• [WHAT TO PRODUCE] All of the data, word for word and free of pictures, is the expected result.

• [STORED DATA]
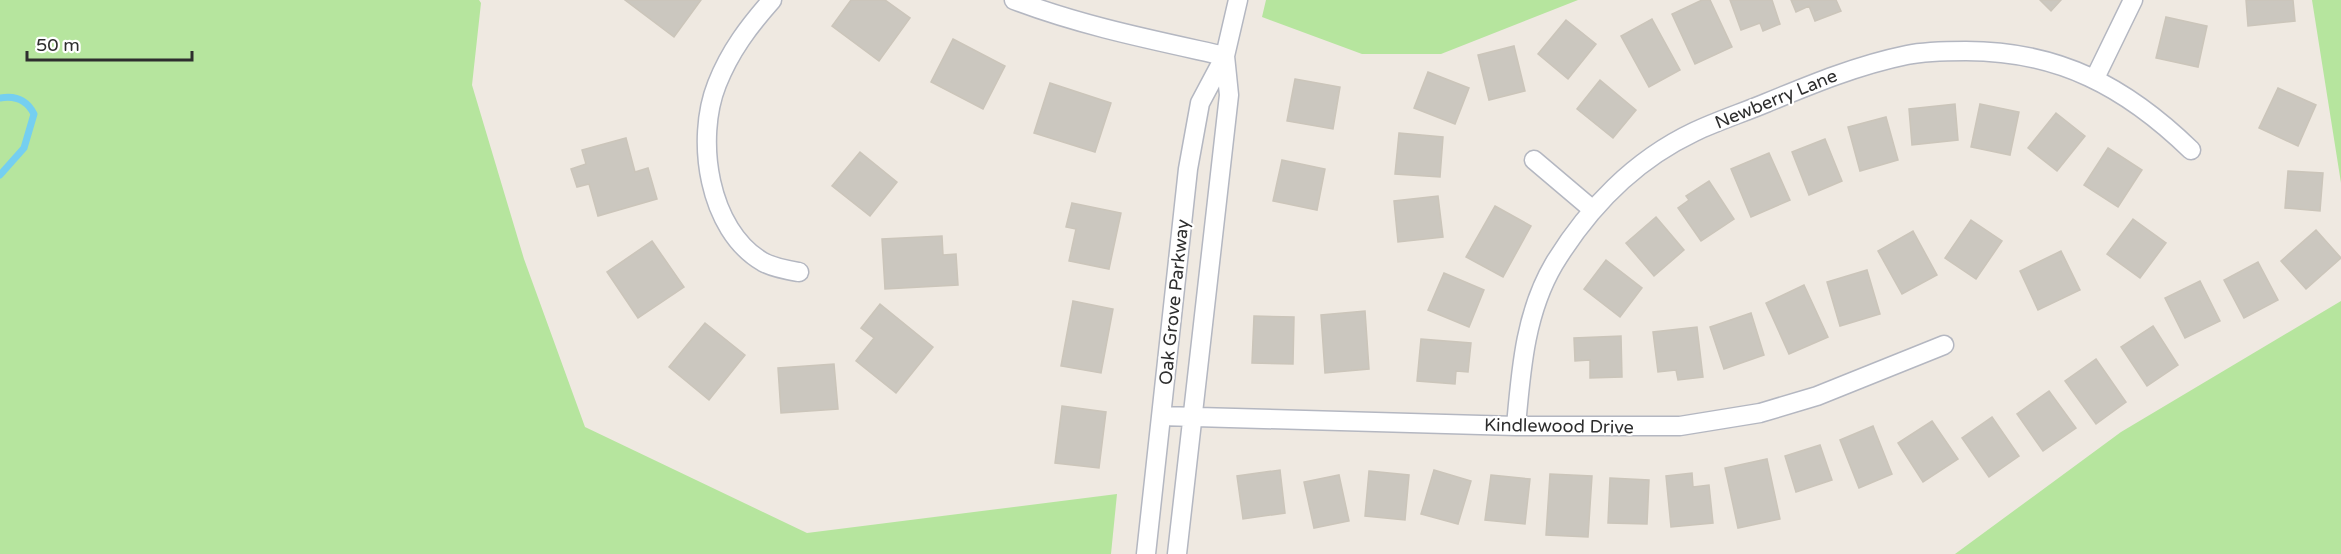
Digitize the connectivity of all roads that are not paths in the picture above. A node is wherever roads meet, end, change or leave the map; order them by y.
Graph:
1 (772, 0) edge
2 (1014, 0) edge
3 (1238, 0) edge
4 (2133, 0) edge
5 (1225, 56) junction
6 (2095, 78) junction
7 (2191, 150) dead end
8 (1534, 160) dead end
9 (1593, 210) junction
10 (799, 272) dead end
11 (1944, 345) dead end
12 (1161, 416) junction
13 (1191, 418) junction
14 (1516, 426) junction
15 (1146, 554) edge
16 (1177, 554) edge

1 - 10 street
2 - 5 street
3 - 5 street, Oak Grove Parkway
4 - 6 street
5 - 12 street, Oak Grove Parkway
5 - 13 street, Oak Grove Parkway
6 - 7 street, Newberry Lane
6 - 9 street, Newberry Lane
8 - 9 street
9 - 14 street, Newberry Lane
11 - 14 street, Kindlewood Drive
12 - 13 street, Kindlewood Drive
12 - 15 street, Oak Grove Parkway
13 - 14 street, Kindlewood Drive
13 - 16 street, Oak Grove Parkway

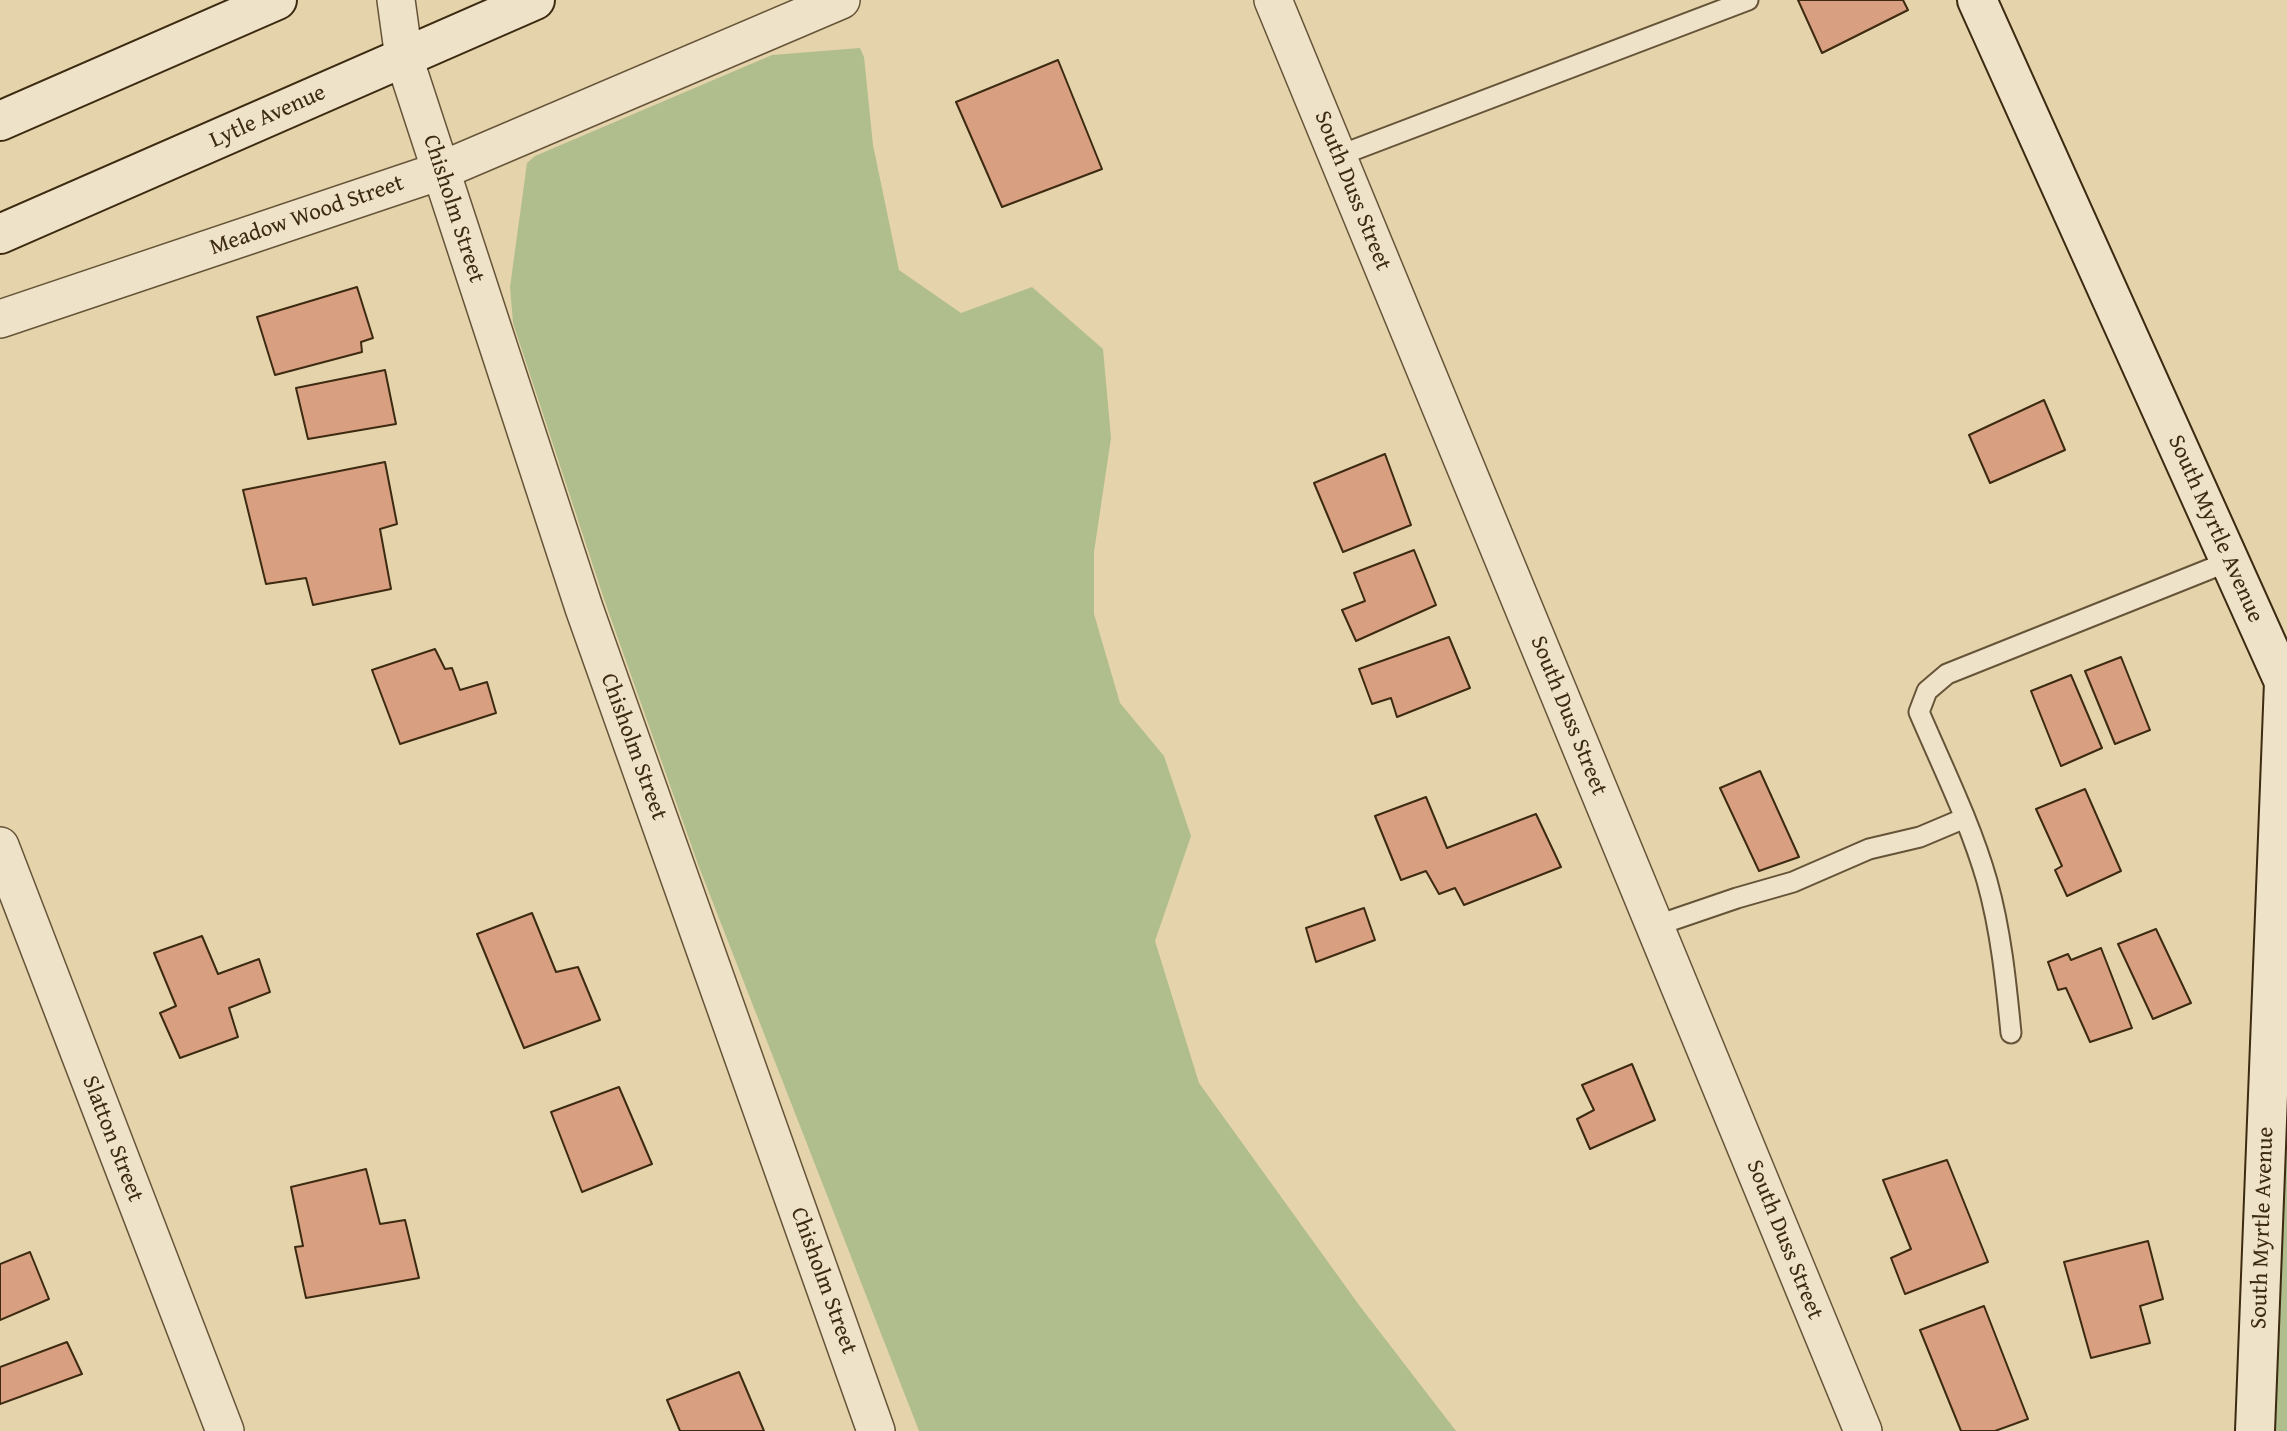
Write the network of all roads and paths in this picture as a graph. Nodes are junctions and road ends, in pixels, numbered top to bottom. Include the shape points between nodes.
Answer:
1 (277, 0) edge
2 (396, 0) edge
3 (535, 0) edge
4 (841, 0) edge
5 (1273, 0) edge
6 (1748, 0) edge
7 (1977, 0) edge
8 (404, 58) junction
9 (0, 121) edge
10 (1338, 156) junction
11 (440, 171) junction
12 (0, 234) edge
13 (0, 319) edge
14 (2230, 561) junction
15 (2286, 685) edge
16 (1965, 818) junction
17 (0, 846) edge
18 (1655, 926) junction
19 (2011, 1033) dead end
20 (2277, 1114) edge
21 (219, 1429) edge
22 (876, 1431) edge
23 (1863, 1431) edge
24 (2255, 1431) edge

1 - 9 street
2 - 8 street, Chisholm Street
3 - 8 street, Lytle Avenue
4 - 11 street, Meadow Wood Street
5 - 10 street, South Duss Street
6 - 10 lane
7 - 14 street, South Myrtle Avenue
8 - 11 street, Chisholm Street
8 - 12 street, Lytle Avenue
10 - 18 street, South Duss Street
11 - 13 street, Meadow Wood Street
11 - 22 street, Chisholm Street via 584,608
14 - 15 street, South Myrtle Avenue
14 - 16 lane via 1947,674 1927,691 1919,712
15 - 20 street, South Myrtle Avenue
16 - 18 lane via 1869,849 1793,883
16 - 19 lane via 1987,880 2002,947
17 - 21 street, Slatton Street
18 - 23 street, South Duss Street
20 - 24 street, South Myrtle Avenue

• [OUTPUT FOR THIS EXERCISE]
Digitize the connectivity of all roads that are not paths in the picture above. A node is wherever roads meet, end, change or leave the map; order them by y.
Graph:
1 (772, 0) edge
2 (1014, 0) edge
3 (1238, 0) edge
4 (2133, 0) edge
5 (1225, 56) junction
6 (2095, 78) junction
7 (2191, 150) dead end
8 (1534, 160) dead end
9 (1593, 210) junction
10 (799, 272) dead end
11 (1944, 345) dead end
12 (1161, 416) junction
13 (1191, 418) junction
14 (1516, 426) junction
15 (1146, 554) edge
16 (1177, 554) edge

1 - 10 street
2 - 5 street
3 - 5 street, Oak Grove Parkway
4 - 6 street
5 - 12 street, Oak Grove Parkway
5 - 13 street, Oak Grove Parkway
6 - 7 street, Newberry Lane
6 - 9 street, Newberry Lane
8 - 9 street
9 - 14 street, Newberry Lane
11 - 14 street, Kindlewood Drive
12 - 13 street, Kindlewood Drive
12 - 15 street, Oak Grove Parkway
13 - 14 street, Kindlewood Drive
13 - 16 street, Oak Grove Parkway

Write the network of all roads and paths in this picture as a graph. Nodes are junctions and road ends, in pixels, numbered top to bottom. Include the shape points between nodes.
Answer:
1 (277, 0) edge
2 (396, 0) edge
3 (535, 0) edge
4 (841, 0) edge
5 (1273, 0) edge
6 (1748, 0) edge
7 (1977, 0) edge
8 (404, 58) junction
9 (0, 121) edge
10 (1338, 156) junction
11 (440, 171) junction
12 (0, 234) edge
13 (0, 319) edge
14 (2230, 561) junction
15 (2286, 685) edge
16 (1965, 818) junction
17 (0, 846) edge
18 (1655, 926) junction
19 (2011, 1033) dead end
20 (2277, 1114) edge
21 (219, 1429) edge
22 (876, 1431) edge
23 (1863, 1431) edge
24 (2255, 1431) edge

1 - 9 street
2 - 8 street, Chisholm Street
3 - 8 street, Lytle Avenue
4 - 11 street, Meadow Wood Street
5 - 10 street, South Duss Street
6 - 10 lane
7 - 14 street, South Myrtle Avenue
8 - 11 street, Chisholm Street
8 - 12 street, Lytle Avenue
10 - 18 street, South Duss Street
11 - 13 street, Meadow Wood Street
11 - 22 street, Chisholm Street via 584,608
14 - 15 street, South Myrtle Avenue
14 - 16 lane via 1947,674 1927,691 1919,712
15 - 20 street, South Myrtle Avenue
16 - 18 lane via 1869,849 1793,883
16 - 19 lane via 1987,880 2002,947
17 - 21 street, Slatton Street
18 - 23 street, South Duss Street
20 - 24 street, South Myrtle Avenue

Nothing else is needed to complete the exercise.